[Extracted data Boundary: Start]

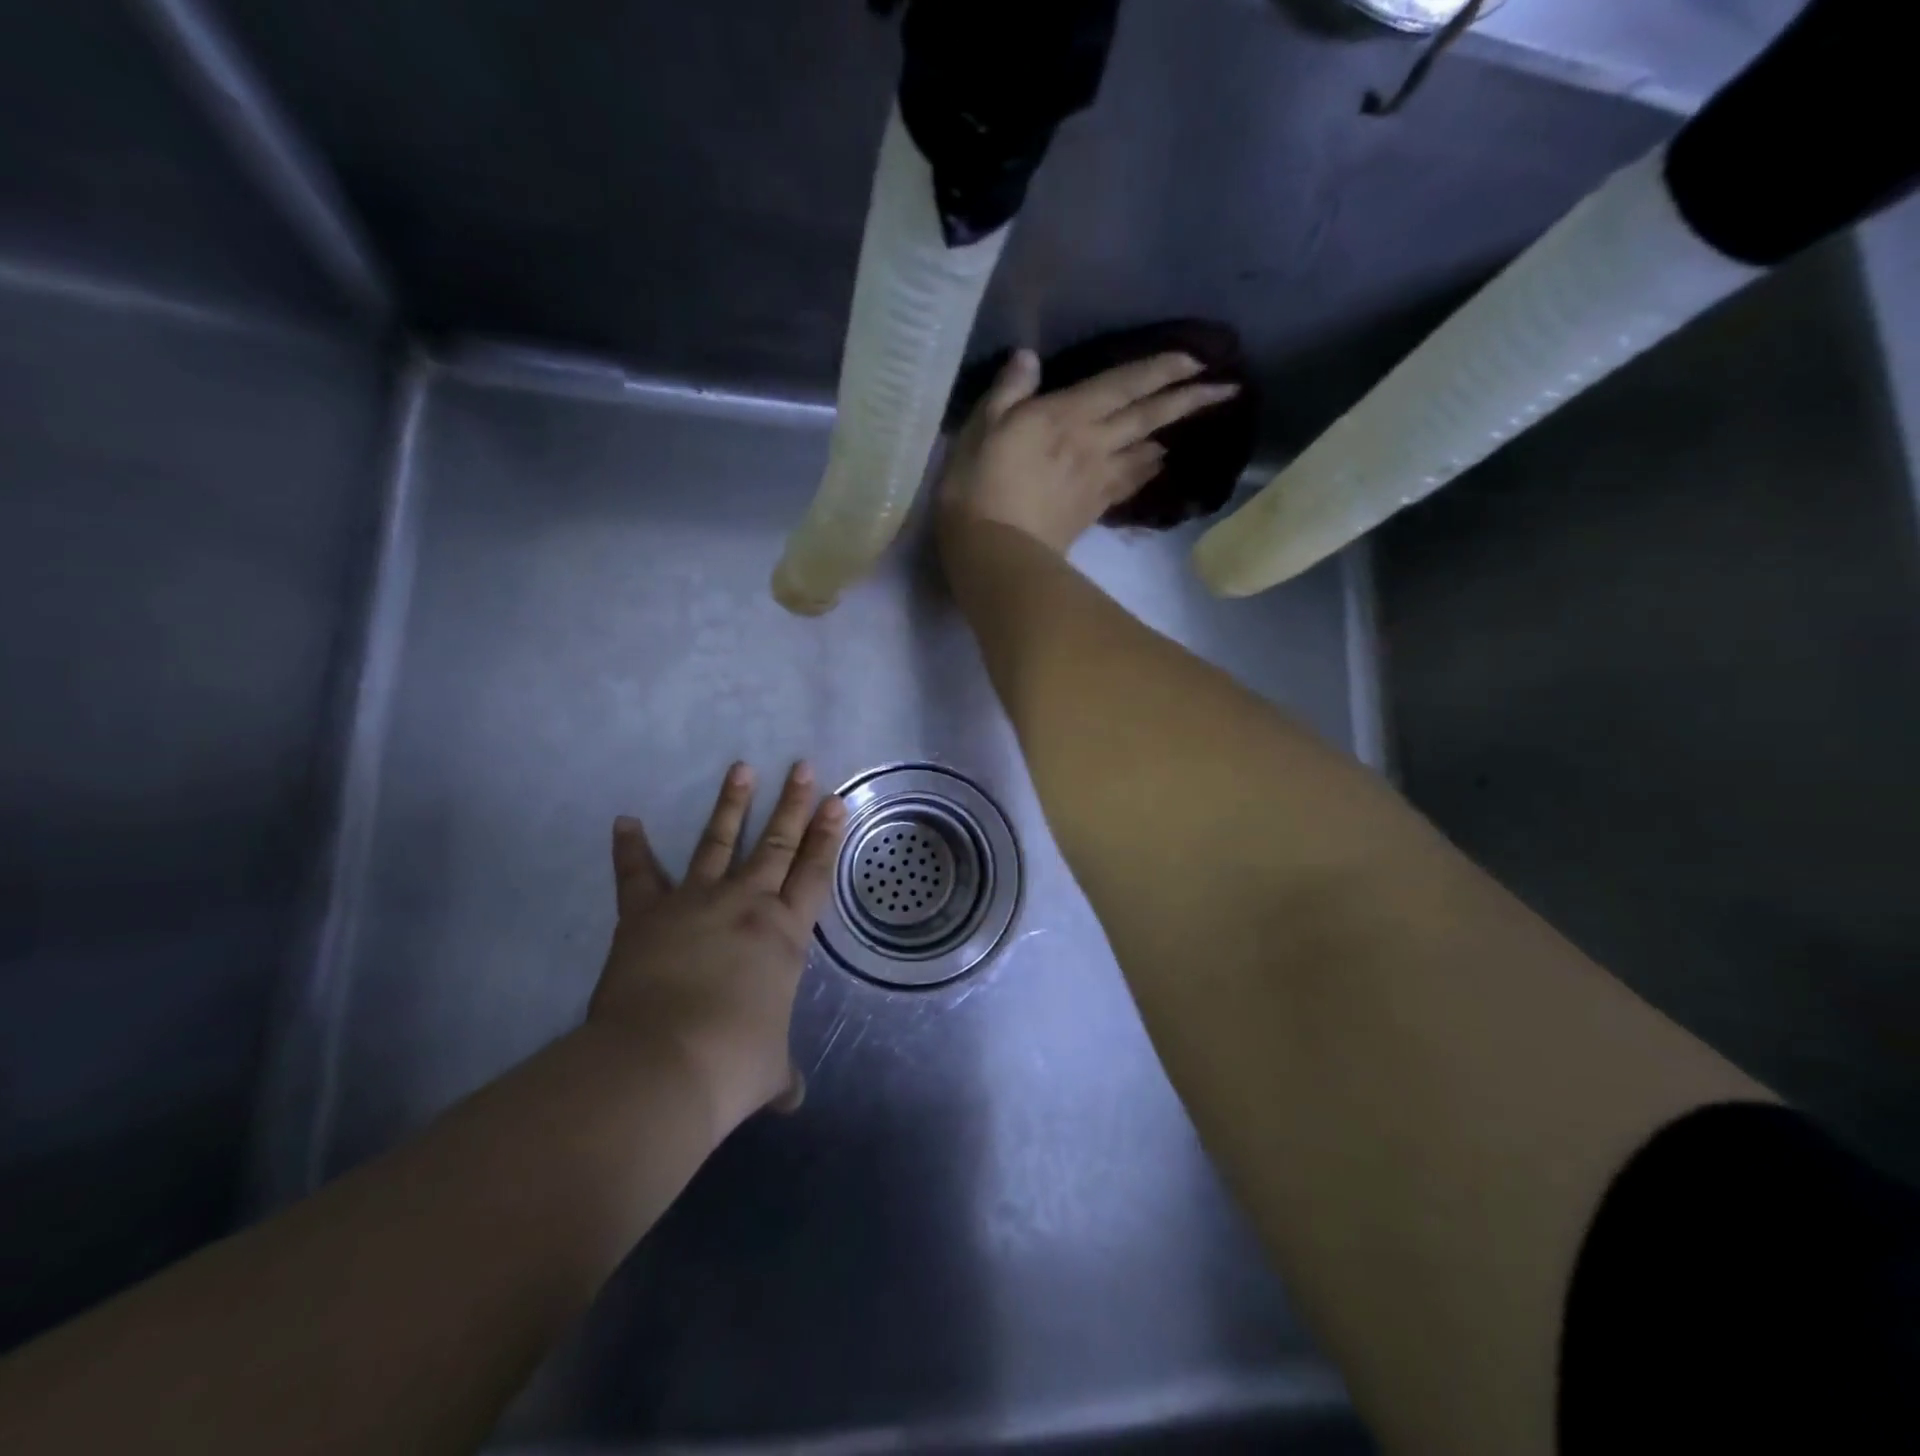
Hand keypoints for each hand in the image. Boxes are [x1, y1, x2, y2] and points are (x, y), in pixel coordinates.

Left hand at [590, 762, 846, 1134]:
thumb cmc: (733, 1063)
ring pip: (719, 843)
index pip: (814, 873)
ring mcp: (696, 903)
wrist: (664, 1064)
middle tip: (803, 767)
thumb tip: (790, 1099)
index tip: (835, 801)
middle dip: (793, 805)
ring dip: (732, 805)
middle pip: (777, 845)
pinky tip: (626, 820)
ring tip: (741, 768)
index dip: (827, 837)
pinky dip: (630, 848)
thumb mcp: (768, 1071)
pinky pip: (638, 875)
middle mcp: (747, 906)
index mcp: (784, 936)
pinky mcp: (648, 914)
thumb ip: (779, 1076)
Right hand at [937, 348, 1240, 554]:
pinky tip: (1156, 465)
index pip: (1123, 384)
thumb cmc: (979, 487)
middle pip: (1148, 417)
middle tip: (1226, 389)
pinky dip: (1147, 470)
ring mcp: (1097, 479)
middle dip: (1188, 400)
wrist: (995, 554)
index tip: (1198, 358)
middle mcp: (1094, 443)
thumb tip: (1029, 357)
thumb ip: (1008, 391)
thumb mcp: (980, 429)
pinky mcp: (1093, 509)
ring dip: (1171, 435)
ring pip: (1145, 450)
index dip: (1161, 369)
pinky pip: (1129, 482)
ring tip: (1190, 425)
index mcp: (1067, 416)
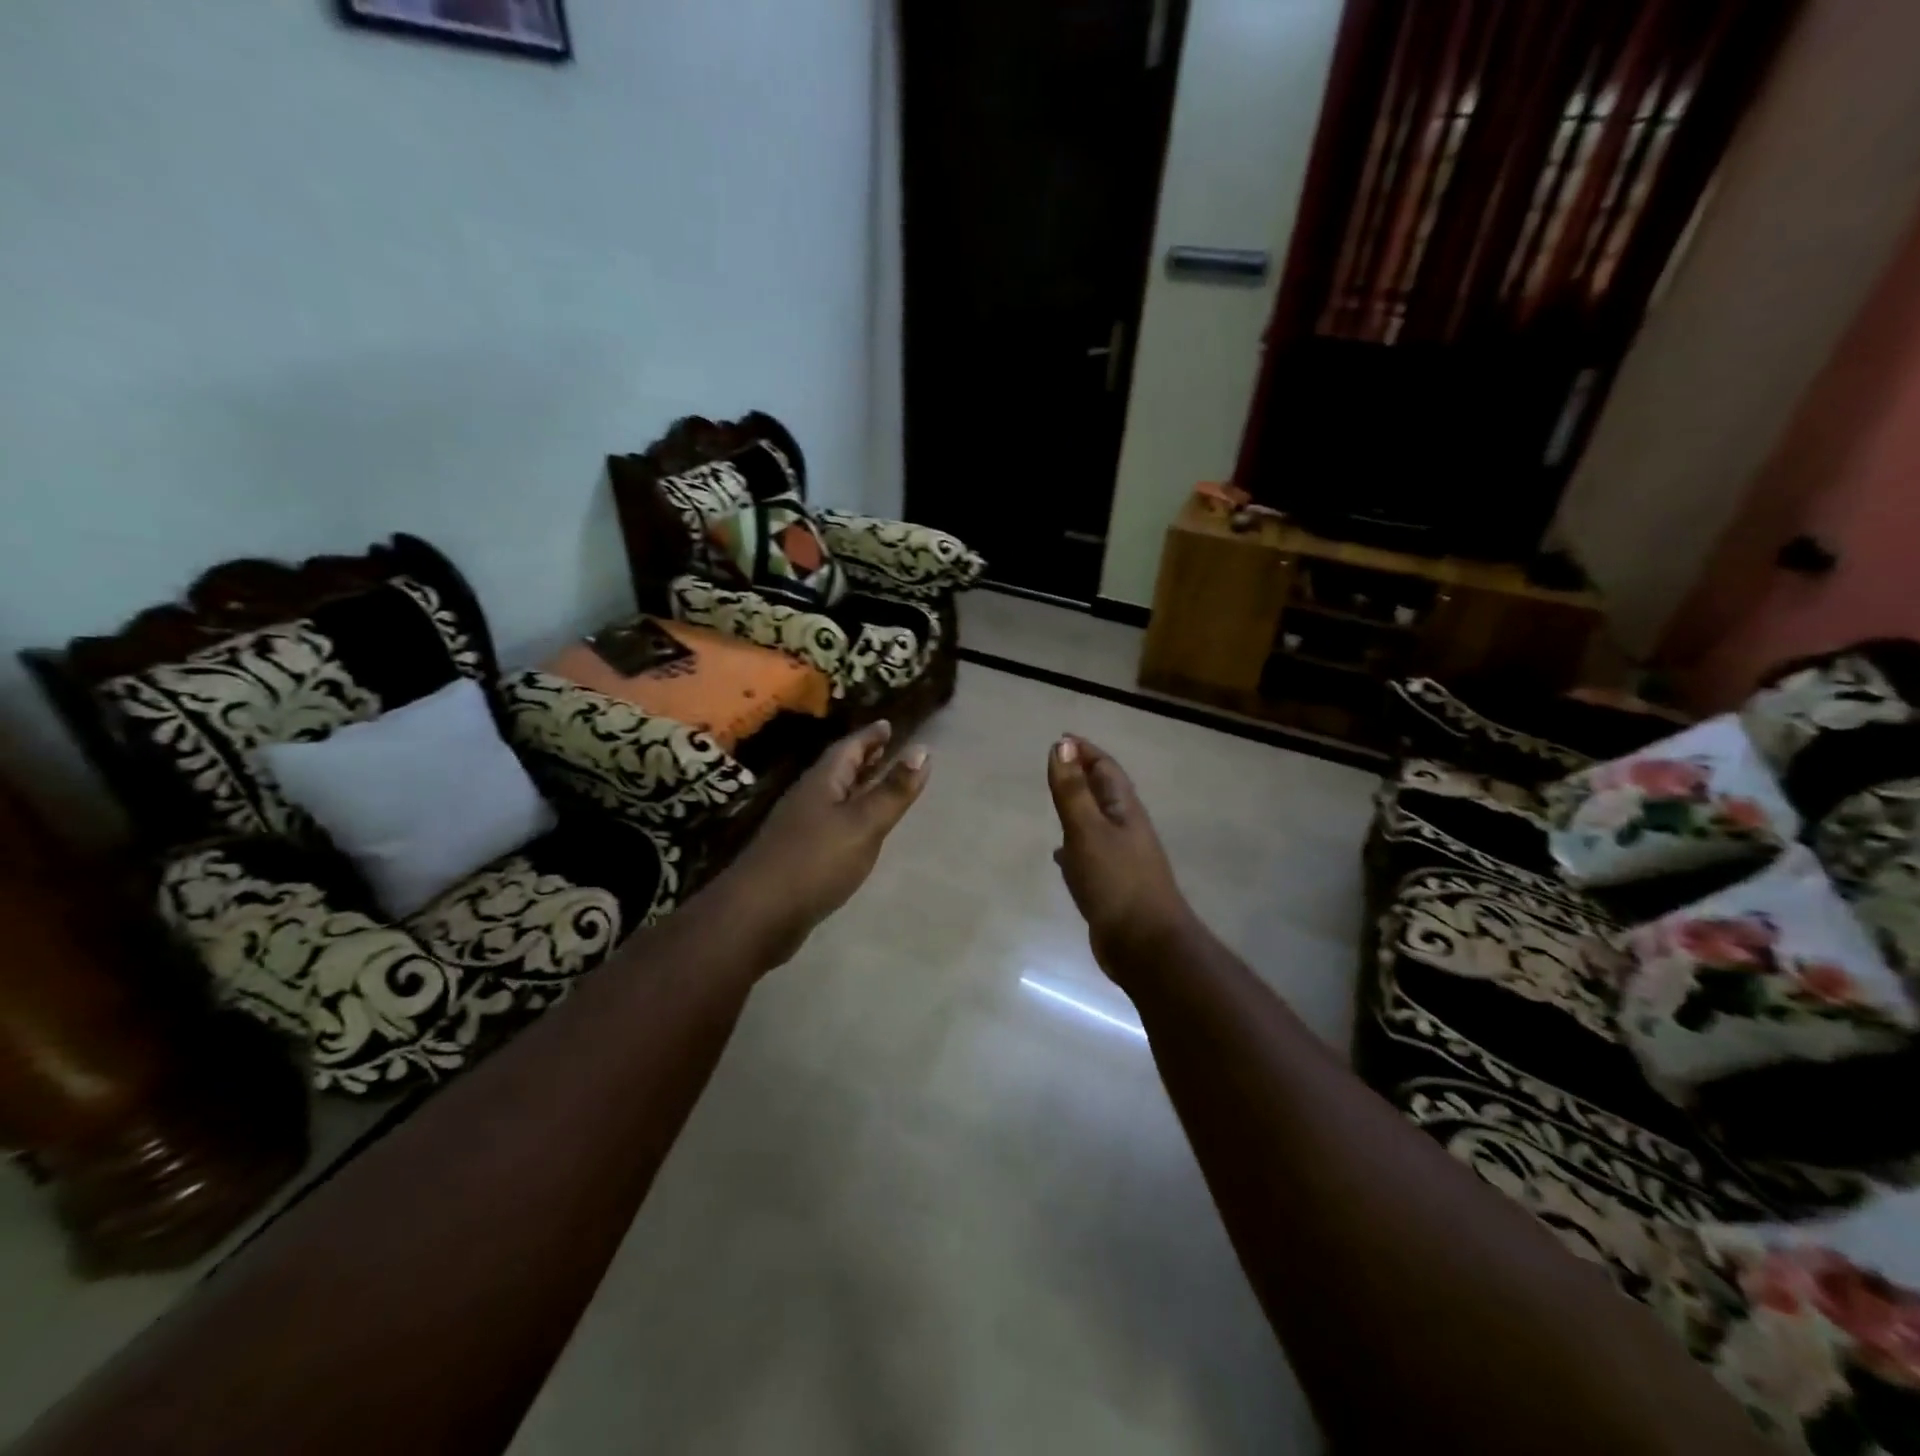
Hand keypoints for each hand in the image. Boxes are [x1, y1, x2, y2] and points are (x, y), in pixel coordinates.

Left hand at [726, 720, 929, 967]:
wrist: (759, 914)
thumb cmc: (816, 861)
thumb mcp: (864, 824)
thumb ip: (893, 790)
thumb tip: (923, 749)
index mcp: (822, 783)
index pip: (848, 748)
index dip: (869, 737)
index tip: (887, 725)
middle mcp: (808, 798)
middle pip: (838, 770)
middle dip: (862, 758)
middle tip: (886, 748)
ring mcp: (799, 827)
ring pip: (833, 796)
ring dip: (855, 786)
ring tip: (877, 784)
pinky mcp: (798, 854)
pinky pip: (829, 822)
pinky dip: (848, 815)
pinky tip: (857, 831)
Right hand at [1046, 736, 1196, 978]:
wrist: (1145, 945)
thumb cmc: (1117, 882)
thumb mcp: (1088, 831)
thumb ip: (1072, 790)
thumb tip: (1061, 744)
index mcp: (1124, 810)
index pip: (1106, 769)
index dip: (1085, 751)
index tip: (1061, 739)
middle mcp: (1126, 829)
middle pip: (1104, 793)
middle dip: (1082, 776)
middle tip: (1055, 766)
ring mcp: (1121, 859)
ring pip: (1096, 823)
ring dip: (1078, 809)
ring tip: (1055, 803)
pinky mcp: (1112, 884)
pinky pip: (1090, 853)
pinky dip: (1074, 846)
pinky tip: (1060, 855)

[Extracted data Boundary: End]

- _What the task requires_
All of the data is to be reproduced exactly, with the pictures left out.

- _Solution for this task_
Hand keypoints for each hand in the image. Boxes are [x1, y1, x2, y2] and points are (x, y), in pixel coordinates.

Left hand at [590, 762, 846, 1134]:
thumb cmc: (733, 1063)
ring pip: (719, 843)
index pip: (814, 873)
ring mcp: (696, 903)
wrist: (664, 1064)
middle tip: (803, 767)
thumb tip: (790, 1099)
index tip: (835, 801)
middle dip: (793, 805)
ring dip: (732, 805)
middle pip: (777, 845)
pinky tip: (626, 820)
ring tip: (741, 768)
index dip: (827, 837)
pinky dip: (630, 848)
thumb mcp: (768, 1071)
pinky pip: (638, 875)
middle mcp: (747, 906)
index mcp: (784, 936)
pinky mcp: (648, 914)
thumb ip: (779, 1076)
Right hand at [937, 348, 1240, 554]:
pinky tip: (1156, 465)
index pip: (1123, 384)
thumb cmc: (979, 487)
middle pip: (1148, 417)
middle tip: (1226, 389)
pinky dip: (1147, 470)
ring mcp: (1097, 479)
middle dip: (1188, 400)
wrist: (995, 554)
index tip: (1198, 358)
middle mcp: (1094, 443)
thumb tip: (1029, 357)
thumb ip: (1008, 391)
thumb mcp: (980, 429)
pinky mcp: (1093, 509)
ring dip: (1171, 435)
ring pip: (1145, 450)
index dip: (1161, 369)
pinky pip: (1129, 482)
ring tip: (1190, 425)
index mcp: (1067, 416)
Hand keypoints for each hand in the image. Boxes are [x1, y1, x2, y2] and points are (x, y), in pixel coordinates.

Left hand at [726, 720, 929, 967]:
wrist: (759, 914)
thumb cmc: (816, 861)
thumb mcp: (864, 824)
thumb ip: (893, 790)
thumb tip: (923, 749)
index mcp: (822, 783)
index pip: (848, 748)
index dip: (869, 737)
index tip: (887, 725)
middle mcp: (808, 798)
middle pip: (838, 770)
middle dip: (862, 758)
middle tip: (886, 748)
ring mcp: (799, 827)
ring pip: (833, 796)
ring dip: (855, 786)
ring tip: (877, 784)
pinky mcp: (798, 854)
pinky pip: (829, 822)
pinky dip: (848, 815)
pinky tip: (857, 831)
Right hand at [1046, 736, 1196, 978]:
wrist: (1145, 945)
thumb cmc: (1117, 882)
thumb mcp: (1088, 831)
thumb ip: (1072, 790)
thumb tip: (1061, 744)
index mcp: (1124, 810)
index pip: (1106, 769)
index dip: (1085, 751)
index tip: (1061, 739)
middle mcp: (1126, 829)
middle pip: (1104, 793)
middle dip: (1082, 776)
middle tip: (1055, 766)
ring mcp: (1121, 859)
ring pip: (1096, 823)
ring dip: (1078, 809)
ring tip: (1055, 803)
pinky mcp: (1112, 884)
pinky pip: (1090, 853)
pinky dip: (1074, 846)
pinky tip: (1060, 855)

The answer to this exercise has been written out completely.